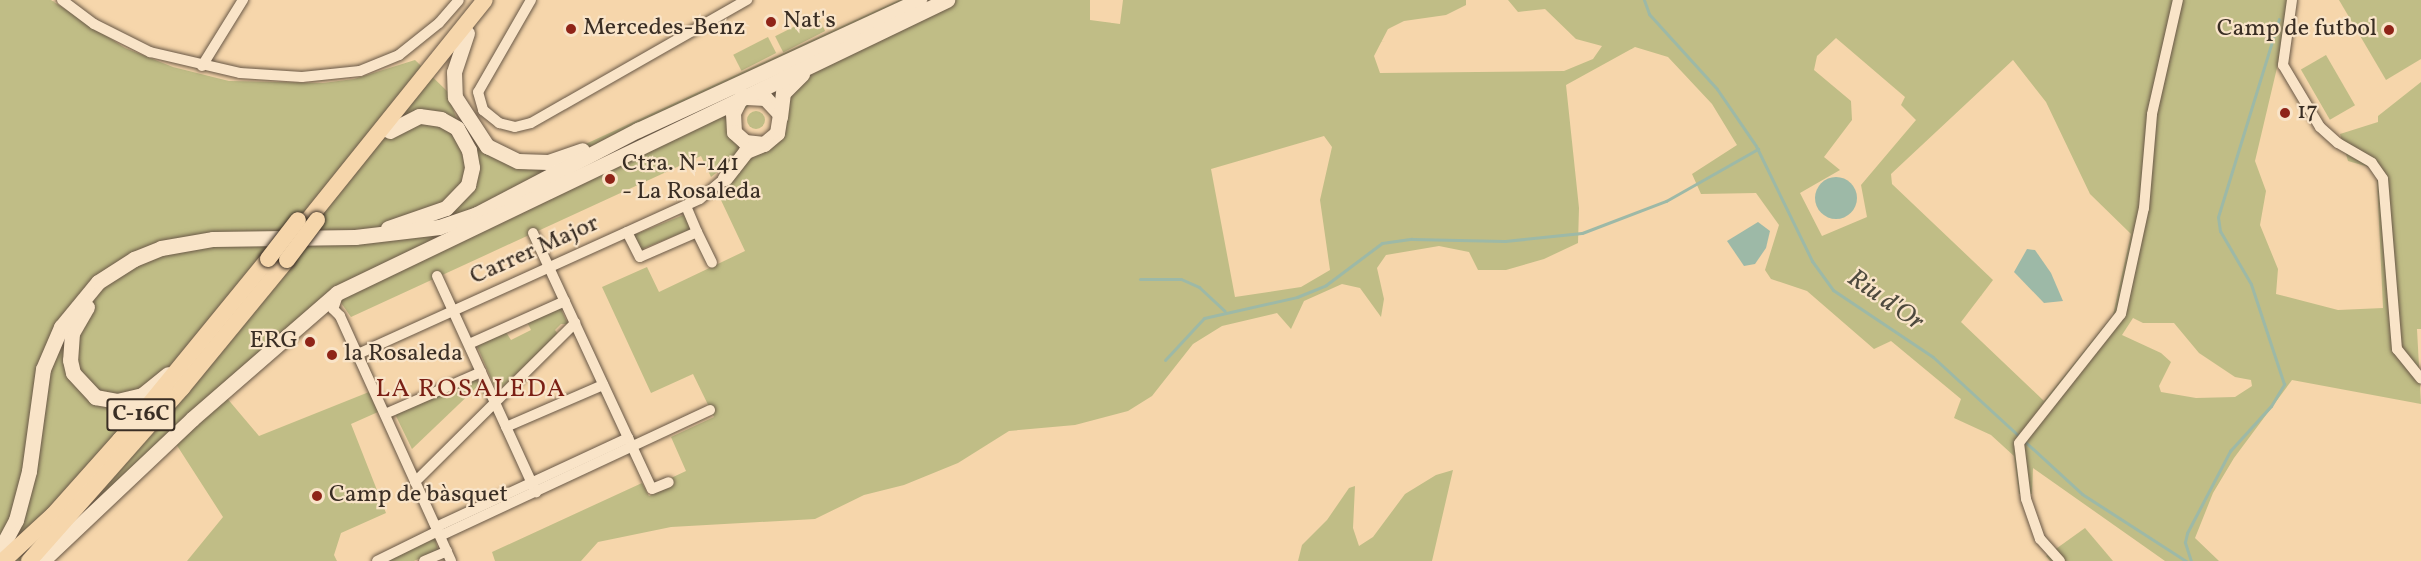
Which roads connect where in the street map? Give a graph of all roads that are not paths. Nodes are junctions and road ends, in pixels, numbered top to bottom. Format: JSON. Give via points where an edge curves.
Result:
{"nodes":[{"id":1,"x":62,"y":0,"type":"edge"},
{"id":2,"x":243,"y":0,"type":"edge"},
{"id":3,"x":459,"y":0,"type":"edge"},
{"id":4,"x":474,"y":0,"type":"edge"},
{"id":5,"x":484,"y":0,"type":"edge"},
{"id":6,"x":493,"y":0,"type":"edge"},
{"id":7,"x":531,"y":0,"type":"edge"},
{"id":8,"x":919,"y":0,"type":"edge"},
{"id":9,"x":946,"y":0,"type":"edge"},
{"id":10,"x":2178,"y":0,"type":"edge"},
{"id":11,"x":2292,"y":0,"type":"edge"},
{"id":12,"x":741,"y":2,"type":"edge"},
{"id":13,"x":467,"y":33,"type":"junction"},
{"id":14,"x":832,"y":39,"type":"junction"},
{"id":15,"x":816,"y":63,"type":"junction"},
{"id":16,"x":202,"y":66,"type":"junction"},
{"id":17,"x":741,"y":97,"type":"junction"},
{"id":18,"x":780,"y":117,"type":"junction"},
{"id":19,"x":734,"y":129,"type":"junction"},
{"id":20,"x":638,"y":130,"type":"junction"},
{"id":21,"x":390,"y":131,"type":"junction"},
{"id":22,"x":664,"y":136,"type":"junction"},
{"id":23,"x":764,"y":144,"type":"junction"},
{"id":24,"x":725,"y":178,"type":"junction"},
{"id":25,"x":686,"y":206,"type":"junction"},
{"id":26,"x":308,"y":220,"type":"junction"},
{"id":27,"x":461,"y":232,"type":"junction"},
{"id":28,"x":627,"y":232,"type":"junction"},
{"id":29,"x":697,"y":232,"type":"junction"},
{"id":30,"x":533,"y":233,"type":"dead end"},
{"id":31,"x":344,"y":237,"type":"junction"},
{"id":32,"x":278,"y":259,"type":"junction"},
{"id":33,"x":712,"y":263,"type":"dead end"},
{"id":34,"x":549,"y":267,"type":"junction"},
{"id":35,"x":437,"y":276,"type":"dead end"},
{"id":36,"x":339,"y":292,"type":"junction"},
{"id":37,"x":565,"y":301,"type":"junction"},
{"id":38,"x":453,"y":311,"type":"junction"},
{"id":39,"x":575,"y":323,"type":"junction"},
{"id":40,"x":468,"y":344,"type":"junction"},
{"id":41,"x":358,"y":354,"type":"junction"},
{"id":42,"x":187,"y":360,"type":"junction"},
{"id":43,"x":481,"y":372,"type":"junction"},
{"id":44,"x":2421,"y":379,"type":"edge"},
{"id":45,"x":603,"y":385,"type":"junction"},
{"id":46,"x":495,"y":402,"type":"junction"},
{"id":47,"x":710,"y":410,"type":"dead end"},
{"id":48,"x":384,"y":414,"type":"junction"},
{"id":49,"x":506,"y":427,"type":"junction"},
{"id":50,"x":630,"y":443,"type":"junction"},
{"id":51,"x":415,"y":482,"type":"junction"},
{"id":52,"x":669,"y":482,"type":"dead end"},
{"id":53,"x":534,"y":487,"type":"junction"},
{"id":54,"x":438,"y":531,"type":"junction"},
{"id":55,"x":0,"y":550,"type":"edge"},
{"id":56,"x":449,"y":556,"type":"edge"},
{"id":57,"x":3,"y":561,"type":"edge"},
{"id":58,"x":19,"y":561,"type":"edge"},
{"id":59,"x":29,"y":561,"type":"edge"},
{"id":60,"x":42,"y":561,"type":"edge"},
{"id":61,"x":377,"y":561,"type":"edge"},
{"id":62,"x":424,"y":561,"type":"edge"},
{"id":63,"x":2060,"y":561,"type":"edge"}],
"edges":[{"from":1,"to":16,"type":"street","via":[[94,24],[150,52]]},
{"from":2,"to":16,"type":"street"},
{"from":3,"to":16,"type":"street","via":[[439,23],[399,55],[360,71],[302,77],[240,74]]},
{"from":4,"to":26,"type":"main road","number":"C-16C"},
{"from":5,"to":26,"type":"main road","number":"C-16C"},
{"from":6,"to":13,"type":"main road"},
{"from":7,"to":12,"type":"street","via":[[478,92],[483,110],[499,123],[514,127],[531,123]]},
{"from":8,"to":14,"type":"main road"},
{"from":9,"to":15,"type":"main road"},
{"from":10,"to":63,"type":"street","via":[[2152,114],[2144,208],[2121,314],[2022,439],[2026,499],[2040,539]]},
{"from":11,"to":44,"type":"street","via":[[2283,65],[2320,127],[2372,163],[2383,179],[2397,349]]},
{"from":13,"to":20,"type":"main road","via":[[454,72],[454,98],[488,146],[518,161],[548,162]]},
{"from":13,"to":21,"type":"main road"},
{"from":14,"to":17,"type":"main road","via":[[754,84]]},
{"from":14,"to":20,"type":"main road"},
{"from":15,"to":17,"type":"main road"},
{"from":15,"to":18,"type":"main road","via":[[783,93]]},
{"from":17,"to":18,"type":"main road","via":[[765,98],[776,106]]},
{"from":17,"to":19,"type":"main road"},
{"from":17,"to":20,"type":"main road","via":[[729,96]]},
{"from":17,"to":22,"type":"main road"},
{"from":18,"to":23,"type":"main road","via":[[777,133]]},
{"from":19,"to":22,"type":"main road","via":[[710,121]]},
{"from":19,"to":23,"type":"main road","via":[[745,142]]},
{"from":19,"to":24,"type":"main road"},
{"from":20,"to":31,"type":"main road","via":[[477,214],[407,233]]},
{"from":21,"to":26,"type":"main road"},
{"from":21,"to":31,"type":"main road","via":[[419,116],[441,119],[457,128],[469,150],[468,185],[446,208],[391,228]]},
{"from":22,"to":27,"type":"main road"},
{"from":23,"to":24,"type":"main road","via":[[746,151]]},
{"from":24,"to":25,"type":"street","name":"Carrer Major"},
{"from":25,"to":28,"type":"street","name":"Carrer Major"},
{"from":25,"to":29,"type":"street"},
{"from":26,"to":32,"type":"main road","number":"C-16C","bridge":true},
{"from":27,"to":36,"type":"main road"},
{"from":27,"to":42,"type":"main road","via":[[388,244],[214,248],[162,257],[101,292],[77,320],[69,346],[73,373],[81,383],[95,397],[117,401],[142,395]]},
{"from":28,"to":29,"type":"street","via":[[639,257]]},
{"from":28,"to":34,"type":"street","name":"Carrer Major"},
{"from":29,"to":33,"type":"street"},
{"from":30,"to":34,"type":"street"},
{"from":31,"to":55,"type":"main road","via":[[185,242],[134,259],[98,282],[61,327],[43,369],[29,471],[16,520]]},
{"from":32,"to":42,"type":"main road","number":"C-16C"},
{"from":32,"to":58,"type":"main road","number":"C-16C","via":[[124,447]]},
{"from":32,"to":59,"type":"main road","via":[[175,397]]},
{"from":34,"to":37,"type":"street"},
{"from":34,"to":38,"type":"street","name":"Carrer Major"},
{"from":35,"to":38,"type":"street"},
{"from":36,"to":41,"type":"street","via":[[333,309]]},
{"from":36,"to":60,"type":"main road","via":[[192,419]]},
{"from":37,"to":39,"type":"street"},
{"from":37,"to":40,"type":"street"},
{"from":38,"to":40,"type":"street"},
{"from":38,"to":41,"type":"street","name":"Carrer Major"},
{"from":39,"to":45,"type":"street"},
{"from":39,"to":46,"type":"street"},
{"from":40,"to":43,"type":"street"},
{"from":41,"to":48,"type":"street"},
{"from":42,"to":57,"type":"main road","number":"C-16C","via":[[53,515]]},
{"from":43,"to":46,"type":"street"},
{"from":43,"to":48,"type":"street"},
{"from":45,"to":49,"type":"street"},
{"from":45,"to":50,"type":"street"},
{"from":46,"to":49,"type":"street"},
{"from":46,"to":51,"type":"street"},
{"from":47,"to":50,"type":"street"},
{"from":48,"to":51,"type":"street"},
{"from":49,"to":53,"type":"street"},
{"from":50,"to":52,"type":"street","via":[[652,489]]},
{"from":50,"to":53,"type":"street"},
{"from":51,"to":54,"type":"street"},
{"from":53,"to":54,"type":"street"},
{"from":54,"to":56,"type":"street"},
{"from":54,"to":61,"type":"street"},
{"from":56,"to":62,"type":"street"}]}
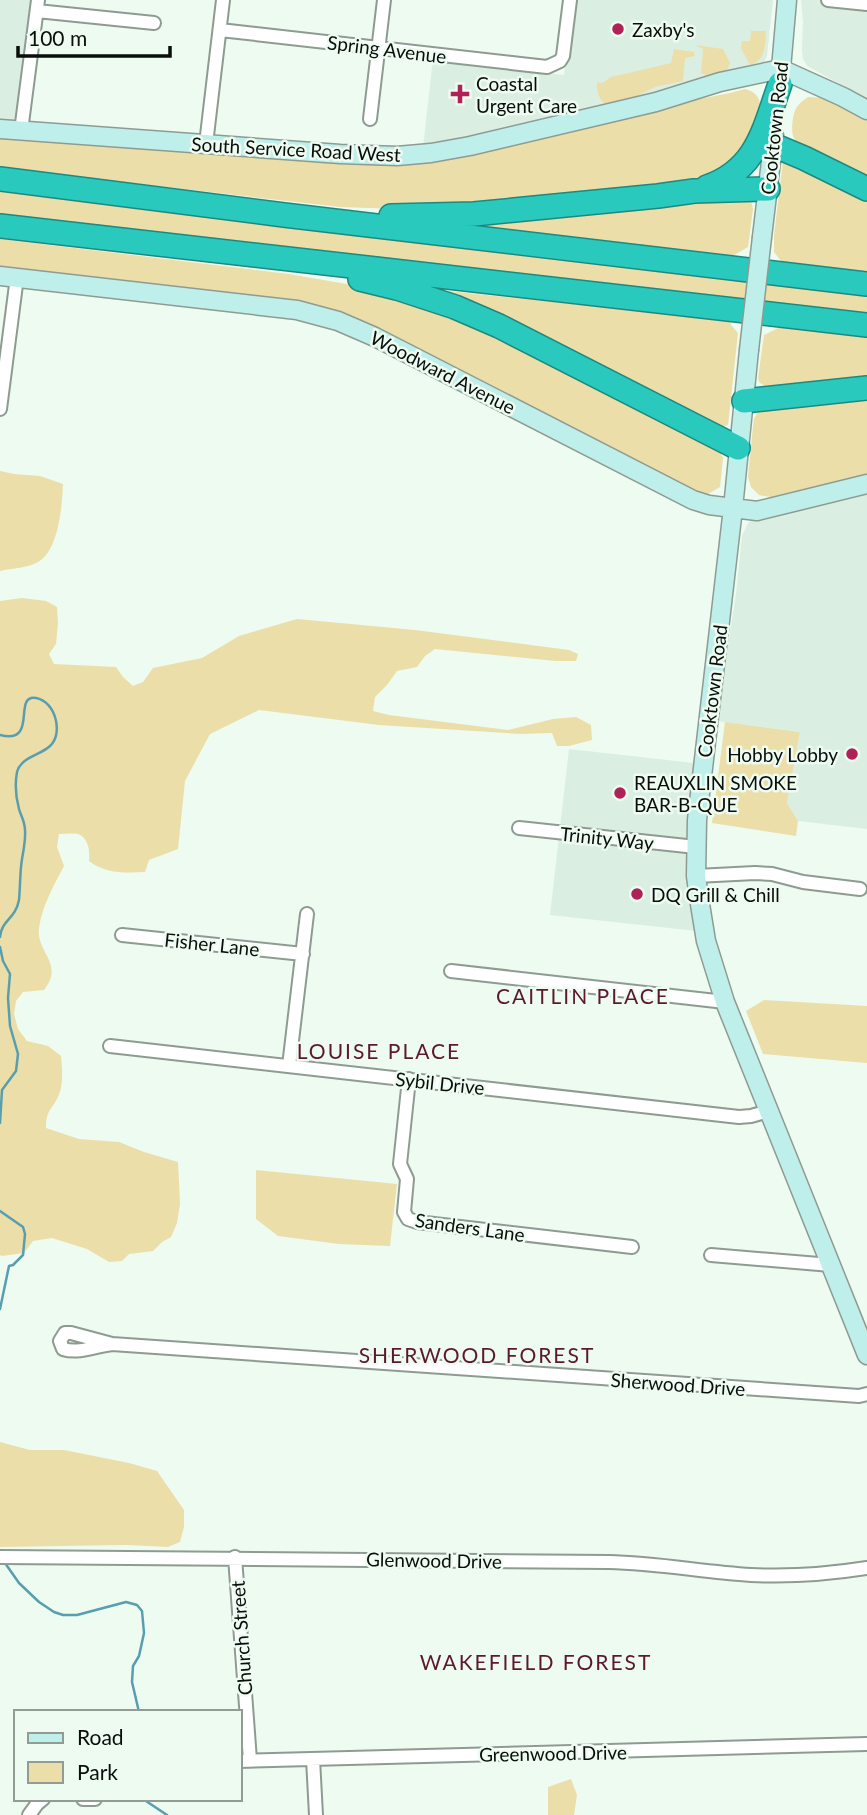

□ □ □

## Exercise aim
Lines of the listing above that contain the word "name" must all be copied.

## Completed task
{"from":24,"to":25,"type":"street","name":"Carrer Major"},
{"from":25,"to":28,"type":"street","name":"Carrer Major"},
{"from":28,"to":34,"type":"street","name":"Carrer Major"},
{"from":34,"to":38,"type":"street","name":"Carrer Major"},
{"from":38,"to":41,"type":"street","name":"Carrer Major"},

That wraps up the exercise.